- WHAT YOU NEED TO DO
Starting at the line that contains "wrist: (413, 241)" and ending at the line that contains "thumb ip: (568, 389)", the lines below are to be given again exactly, with nothing added.

- Stored items from a collection
=== Begin Enclosure ===
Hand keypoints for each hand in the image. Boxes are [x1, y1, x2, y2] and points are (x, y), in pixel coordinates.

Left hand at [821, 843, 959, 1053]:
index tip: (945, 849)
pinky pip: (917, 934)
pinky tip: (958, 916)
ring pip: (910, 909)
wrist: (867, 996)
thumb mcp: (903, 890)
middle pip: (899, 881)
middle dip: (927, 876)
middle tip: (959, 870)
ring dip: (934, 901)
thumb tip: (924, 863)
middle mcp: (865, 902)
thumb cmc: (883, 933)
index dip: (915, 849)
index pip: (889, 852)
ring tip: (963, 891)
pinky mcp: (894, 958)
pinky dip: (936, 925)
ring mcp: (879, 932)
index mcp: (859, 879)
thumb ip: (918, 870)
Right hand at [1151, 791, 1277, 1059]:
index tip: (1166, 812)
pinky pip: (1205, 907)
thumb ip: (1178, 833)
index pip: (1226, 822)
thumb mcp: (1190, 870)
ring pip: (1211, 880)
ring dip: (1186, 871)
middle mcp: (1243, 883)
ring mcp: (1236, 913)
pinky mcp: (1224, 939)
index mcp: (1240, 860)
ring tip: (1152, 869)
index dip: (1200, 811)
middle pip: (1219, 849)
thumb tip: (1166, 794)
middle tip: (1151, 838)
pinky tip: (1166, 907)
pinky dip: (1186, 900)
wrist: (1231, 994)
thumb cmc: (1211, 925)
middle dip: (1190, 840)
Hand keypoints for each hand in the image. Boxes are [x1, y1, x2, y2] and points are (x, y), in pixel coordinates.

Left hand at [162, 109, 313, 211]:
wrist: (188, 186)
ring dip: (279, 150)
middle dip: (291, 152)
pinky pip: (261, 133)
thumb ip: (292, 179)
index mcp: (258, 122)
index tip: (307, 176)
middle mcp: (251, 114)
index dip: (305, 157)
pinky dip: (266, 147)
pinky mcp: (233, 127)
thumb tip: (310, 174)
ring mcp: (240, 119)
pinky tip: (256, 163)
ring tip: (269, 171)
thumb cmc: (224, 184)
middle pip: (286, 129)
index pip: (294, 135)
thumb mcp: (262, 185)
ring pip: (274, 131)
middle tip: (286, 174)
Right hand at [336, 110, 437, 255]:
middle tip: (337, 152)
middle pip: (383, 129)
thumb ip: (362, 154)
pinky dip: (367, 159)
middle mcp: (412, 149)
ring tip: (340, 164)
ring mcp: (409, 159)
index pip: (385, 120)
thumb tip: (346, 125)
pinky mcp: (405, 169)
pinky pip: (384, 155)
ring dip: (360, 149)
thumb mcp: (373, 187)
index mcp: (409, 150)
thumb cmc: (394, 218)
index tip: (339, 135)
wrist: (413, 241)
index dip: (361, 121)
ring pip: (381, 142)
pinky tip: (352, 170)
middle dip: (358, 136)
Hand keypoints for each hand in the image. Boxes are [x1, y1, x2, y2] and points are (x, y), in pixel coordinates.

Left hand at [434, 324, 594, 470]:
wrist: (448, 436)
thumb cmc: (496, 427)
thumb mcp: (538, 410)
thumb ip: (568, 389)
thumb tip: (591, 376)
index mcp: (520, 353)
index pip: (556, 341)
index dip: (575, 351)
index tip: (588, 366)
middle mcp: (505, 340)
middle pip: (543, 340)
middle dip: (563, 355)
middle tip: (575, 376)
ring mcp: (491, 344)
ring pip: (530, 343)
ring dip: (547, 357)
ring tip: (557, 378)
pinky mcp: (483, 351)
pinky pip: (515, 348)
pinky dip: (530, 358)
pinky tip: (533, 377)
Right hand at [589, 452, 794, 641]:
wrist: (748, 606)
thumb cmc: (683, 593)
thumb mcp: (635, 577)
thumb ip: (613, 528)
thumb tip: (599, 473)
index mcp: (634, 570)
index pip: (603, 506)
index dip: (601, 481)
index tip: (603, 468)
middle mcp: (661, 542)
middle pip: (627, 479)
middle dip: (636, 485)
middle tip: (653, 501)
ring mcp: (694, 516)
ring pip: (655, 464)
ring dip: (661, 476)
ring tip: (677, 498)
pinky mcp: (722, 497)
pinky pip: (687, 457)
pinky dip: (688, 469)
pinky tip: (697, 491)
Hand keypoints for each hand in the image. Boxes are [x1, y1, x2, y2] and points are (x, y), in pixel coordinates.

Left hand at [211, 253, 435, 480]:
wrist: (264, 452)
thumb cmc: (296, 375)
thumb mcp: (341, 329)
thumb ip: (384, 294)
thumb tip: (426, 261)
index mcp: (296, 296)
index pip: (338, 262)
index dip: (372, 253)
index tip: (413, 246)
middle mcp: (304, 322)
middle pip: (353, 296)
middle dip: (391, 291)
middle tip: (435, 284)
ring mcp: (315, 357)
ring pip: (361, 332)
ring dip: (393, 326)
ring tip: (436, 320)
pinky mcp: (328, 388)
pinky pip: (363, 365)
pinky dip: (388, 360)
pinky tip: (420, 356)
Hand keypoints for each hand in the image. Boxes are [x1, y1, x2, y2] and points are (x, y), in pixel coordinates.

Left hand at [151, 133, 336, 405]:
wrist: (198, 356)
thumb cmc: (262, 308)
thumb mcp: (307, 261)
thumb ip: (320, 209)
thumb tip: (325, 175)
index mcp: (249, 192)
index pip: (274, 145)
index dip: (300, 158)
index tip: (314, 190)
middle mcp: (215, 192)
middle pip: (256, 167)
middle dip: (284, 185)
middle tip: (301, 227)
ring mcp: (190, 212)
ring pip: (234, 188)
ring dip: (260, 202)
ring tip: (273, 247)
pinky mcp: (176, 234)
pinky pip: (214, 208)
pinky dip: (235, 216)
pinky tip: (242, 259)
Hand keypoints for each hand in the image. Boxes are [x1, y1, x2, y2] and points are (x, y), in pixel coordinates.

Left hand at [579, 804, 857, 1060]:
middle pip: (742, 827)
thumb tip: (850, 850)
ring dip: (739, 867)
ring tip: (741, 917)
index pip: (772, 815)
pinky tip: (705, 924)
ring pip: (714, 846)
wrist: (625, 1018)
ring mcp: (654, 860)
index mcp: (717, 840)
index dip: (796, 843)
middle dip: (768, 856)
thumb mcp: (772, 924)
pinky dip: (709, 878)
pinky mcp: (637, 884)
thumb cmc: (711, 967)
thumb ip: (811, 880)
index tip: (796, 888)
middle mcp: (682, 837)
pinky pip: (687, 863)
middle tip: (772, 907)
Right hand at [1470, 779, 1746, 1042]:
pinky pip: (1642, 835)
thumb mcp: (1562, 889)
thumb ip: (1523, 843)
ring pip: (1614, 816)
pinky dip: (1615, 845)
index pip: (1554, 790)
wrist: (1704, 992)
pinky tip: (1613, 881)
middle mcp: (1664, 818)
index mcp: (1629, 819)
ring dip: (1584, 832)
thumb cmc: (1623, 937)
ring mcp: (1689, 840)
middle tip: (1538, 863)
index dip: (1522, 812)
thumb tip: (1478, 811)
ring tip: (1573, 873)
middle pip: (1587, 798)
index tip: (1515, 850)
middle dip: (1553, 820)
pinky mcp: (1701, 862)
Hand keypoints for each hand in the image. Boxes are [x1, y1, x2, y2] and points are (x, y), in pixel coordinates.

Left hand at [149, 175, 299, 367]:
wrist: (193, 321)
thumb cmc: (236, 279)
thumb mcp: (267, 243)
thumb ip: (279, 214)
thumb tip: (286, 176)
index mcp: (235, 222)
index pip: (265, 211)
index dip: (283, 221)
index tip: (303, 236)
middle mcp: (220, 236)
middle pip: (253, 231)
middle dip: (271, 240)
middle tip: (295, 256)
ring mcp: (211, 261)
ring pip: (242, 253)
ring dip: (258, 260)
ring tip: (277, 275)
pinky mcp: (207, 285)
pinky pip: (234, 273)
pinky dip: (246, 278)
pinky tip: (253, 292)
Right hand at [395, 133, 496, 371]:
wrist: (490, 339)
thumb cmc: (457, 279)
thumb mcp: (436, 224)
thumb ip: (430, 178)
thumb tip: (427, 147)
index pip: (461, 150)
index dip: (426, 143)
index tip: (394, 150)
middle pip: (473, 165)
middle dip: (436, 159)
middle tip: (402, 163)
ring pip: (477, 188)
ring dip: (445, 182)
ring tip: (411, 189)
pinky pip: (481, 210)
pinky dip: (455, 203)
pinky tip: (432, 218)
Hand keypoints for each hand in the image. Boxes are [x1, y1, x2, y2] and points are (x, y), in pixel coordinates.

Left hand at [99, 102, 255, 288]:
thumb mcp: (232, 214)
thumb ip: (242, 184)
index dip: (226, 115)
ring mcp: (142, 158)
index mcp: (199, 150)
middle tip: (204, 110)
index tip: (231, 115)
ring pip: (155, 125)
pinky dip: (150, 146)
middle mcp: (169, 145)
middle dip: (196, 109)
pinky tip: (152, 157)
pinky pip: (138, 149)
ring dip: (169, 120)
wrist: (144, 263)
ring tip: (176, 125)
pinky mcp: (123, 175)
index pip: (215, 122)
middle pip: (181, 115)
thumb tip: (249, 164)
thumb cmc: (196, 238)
=== End Enclosure ===
- ANSWER TO THE PROBLEM
wrist: (413, 241)
index dip: (361, 121)
ring pip: (381, 142)
pinky tip: (352, 170)
middle dip: (358, 136)
Hand keypoints for each hand in the image. Boxes are [x1, y1, x2, y2] and points are (x, y), in pixel coordinates.

Left hand at [434, 324, 594, 470]:
wrist: (448, 436)
thumb cmc: (496, 427)
thumb mcp: (538, 410)
thumb ip: (568, 389)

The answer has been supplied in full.